Date of Award
Doctor of Philosophy
Comparative and Experimental Medicine
Mahdu Dhar, Stacey Stephenson, Alex Biris
Peripheral neuropathies are a debilitating problem in human and animal patients resulting in a diminished quality of life. The current gold standard methods for repair of critical size peripheral neuropathies have limitations that overall diminish the quality of life for patients. The use of nerve scaffolds composed of synthetic polymer-based materials to heal damaged nerves has become an attractive approach in regenerative medicine research. Studies have shown the biomaterial characteristics of graphene oxide to have potential in applications for regenerating damaged peripheral nerves.
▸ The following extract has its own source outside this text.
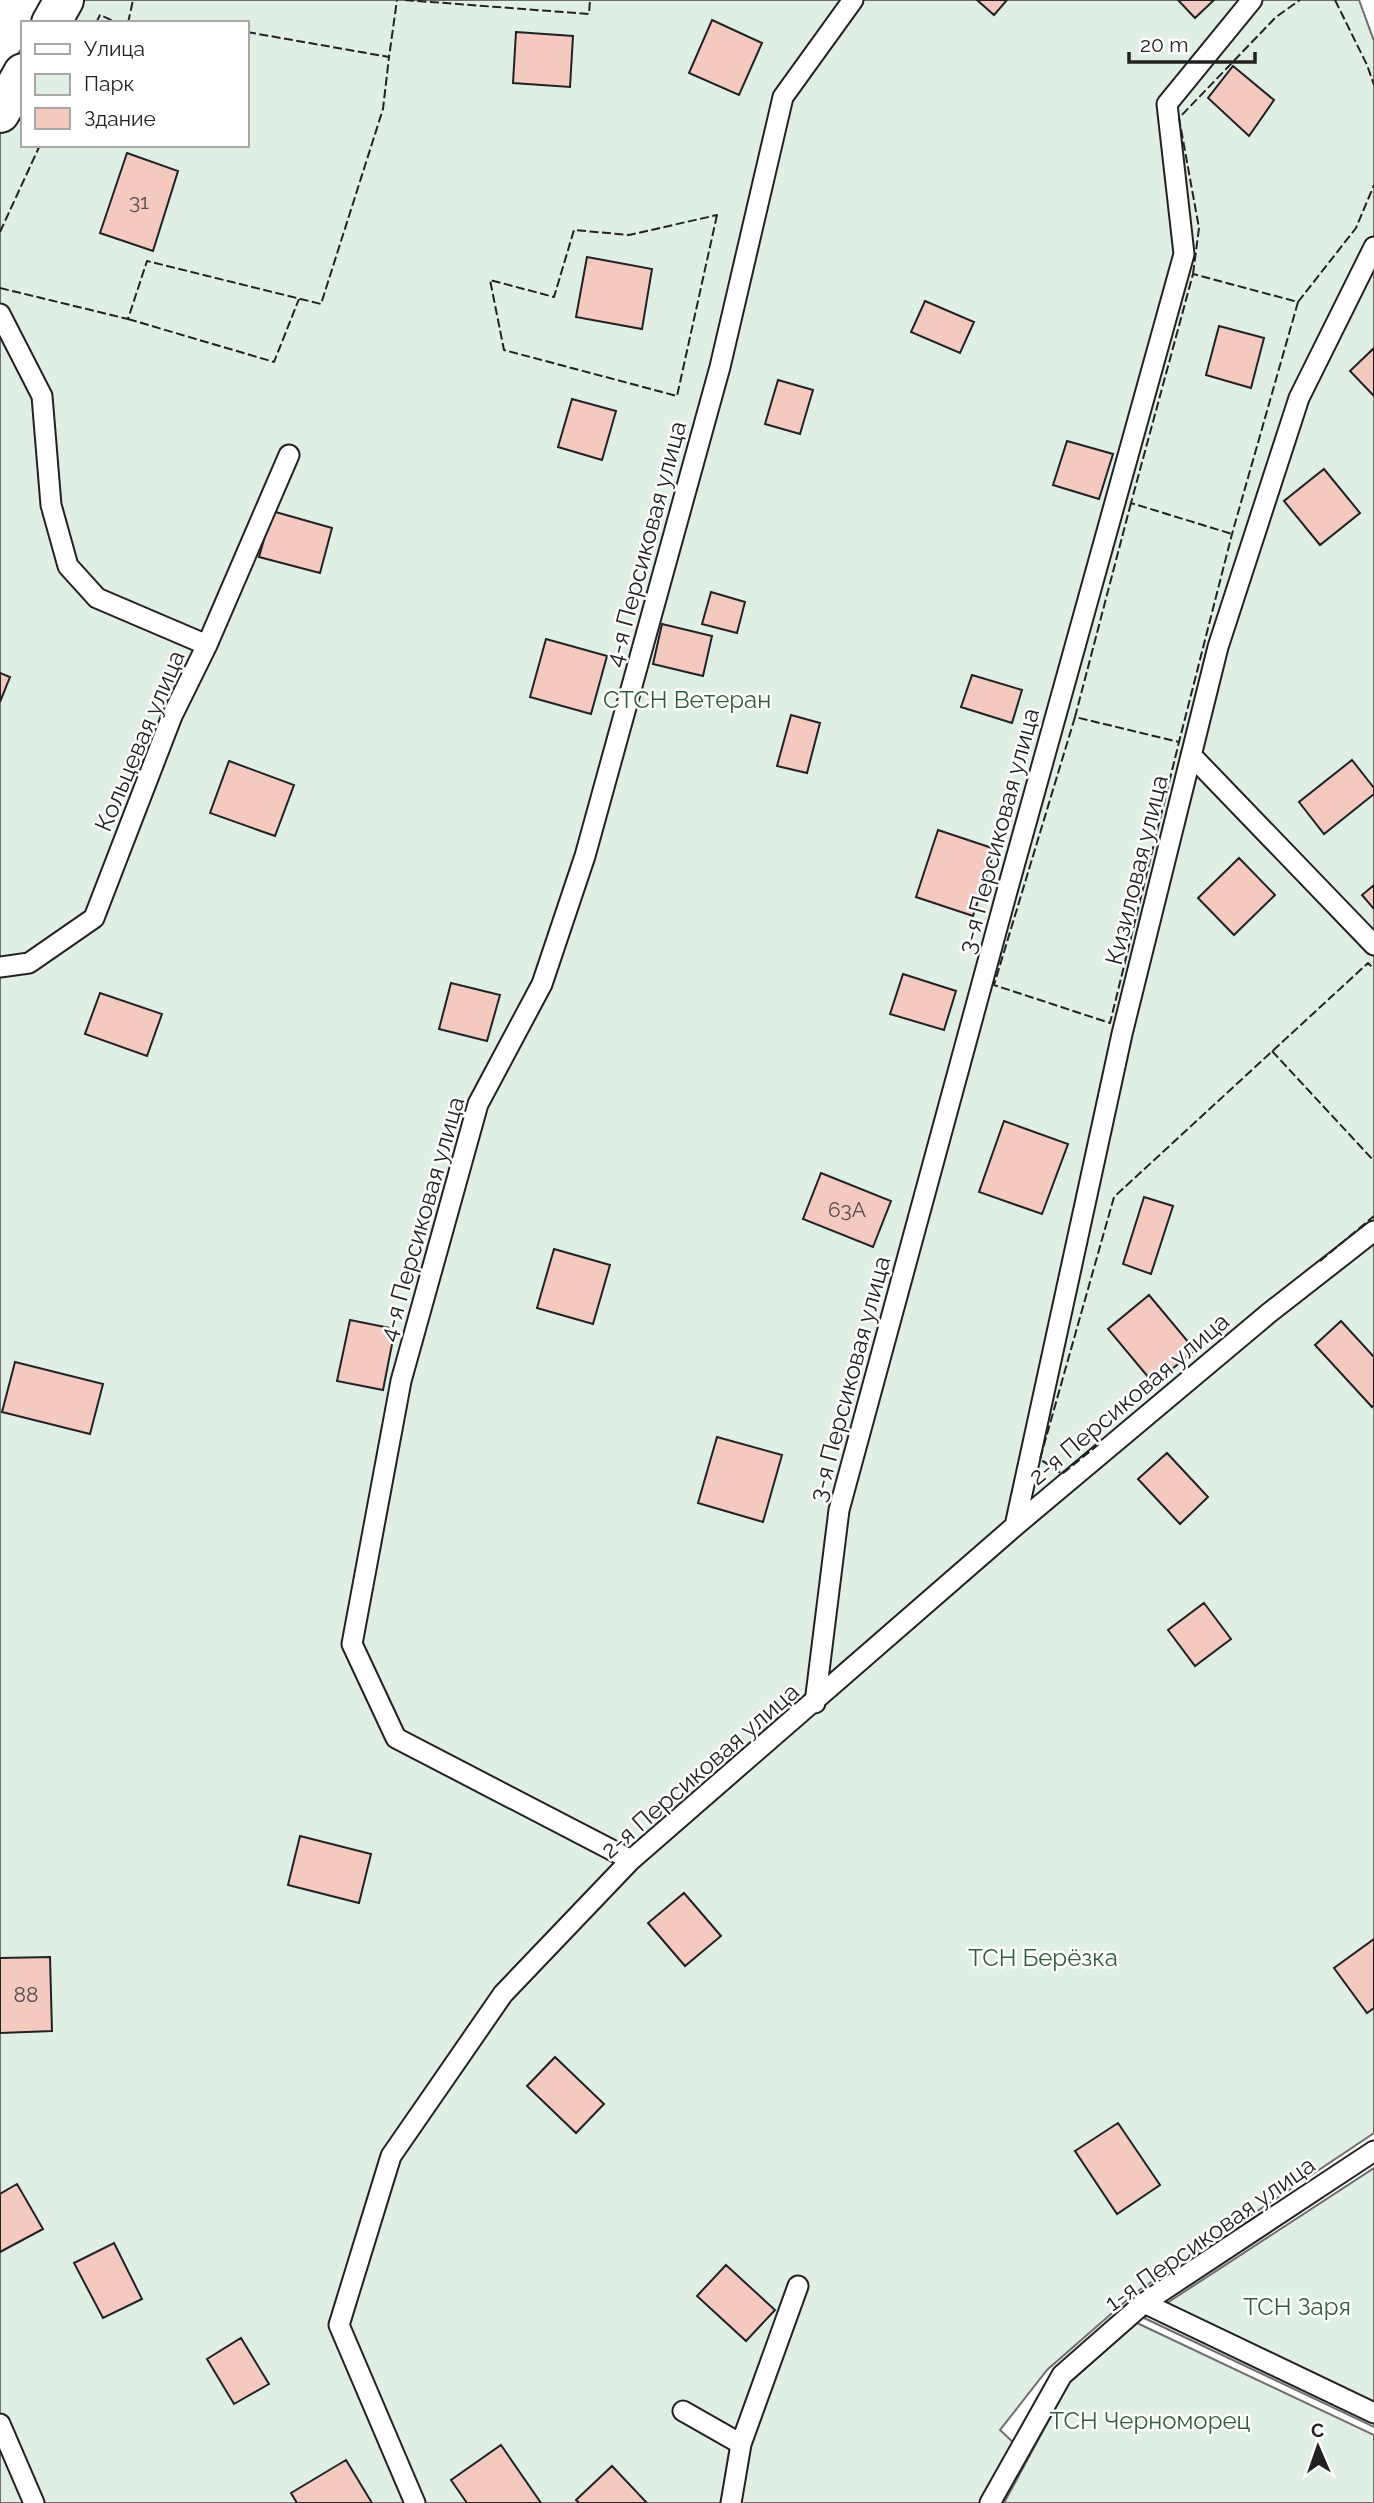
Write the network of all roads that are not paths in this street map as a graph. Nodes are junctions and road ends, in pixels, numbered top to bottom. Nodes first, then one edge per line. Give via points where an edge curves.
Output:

Studies have also shown that incorporating Mesenchymal Stem Cell (MSC) therapies into neural scaffold designs can significantly improve the quality of tissue healing as well. The hypothesis of this study is that a novel synthetic thin film composed of electro spun polycaprolactone (PCL) and modified with surface coating of Graphene Oxide (GO) and cultures of Human Mesenchymal Stem Cells (hMSC) will have the potential to regenerate a critical size peripheral nerve defect. The first objective studied the potential cytotoxic effect of graphene surfaces with different oxidative group saturation levels to adipose derived Rat MSC cultures. This objective also manufactured PCL materials of fibrous and smooth surface topographies using both electrospinning and polymer-drop techniques. The second objective assessed the in-vitro capabilities of High Oxygen Graphene (hGO) and GO surface modifications of both fibrous and smooth surface PCL material templates seeded with adipose derived hMSCs for materials effectiveness in supporting and guiding trans-differentiation of hMSC into a Schwann like cell lineage. The final objective involved the development of an approved critical nerve defect model in Rats to assess the in-vivo performance of electro-spun PCL films with GO surface modification and hMSC platform to stimulate nerve regeneration at a critical nerve defect. The degree of nerve regeneration was determined by exogenous detection of gait patterns in the rats during nerve repair and tissue identification/ measurements thru Histology sections. This study to date has shown that neural wraps composed of electro-spun PCL surface coated with GO can support the hMSC in both static and trans-differentiated forms and can stimulate nerve regeneration in a critical nerve defect rodent model.
Steiner, Richard, "Graphene-Based Nanomaterials in the Design of Nerve Conduits for Regenerative Medicine Applications. " PhD diss., University of Tennessee, 2019.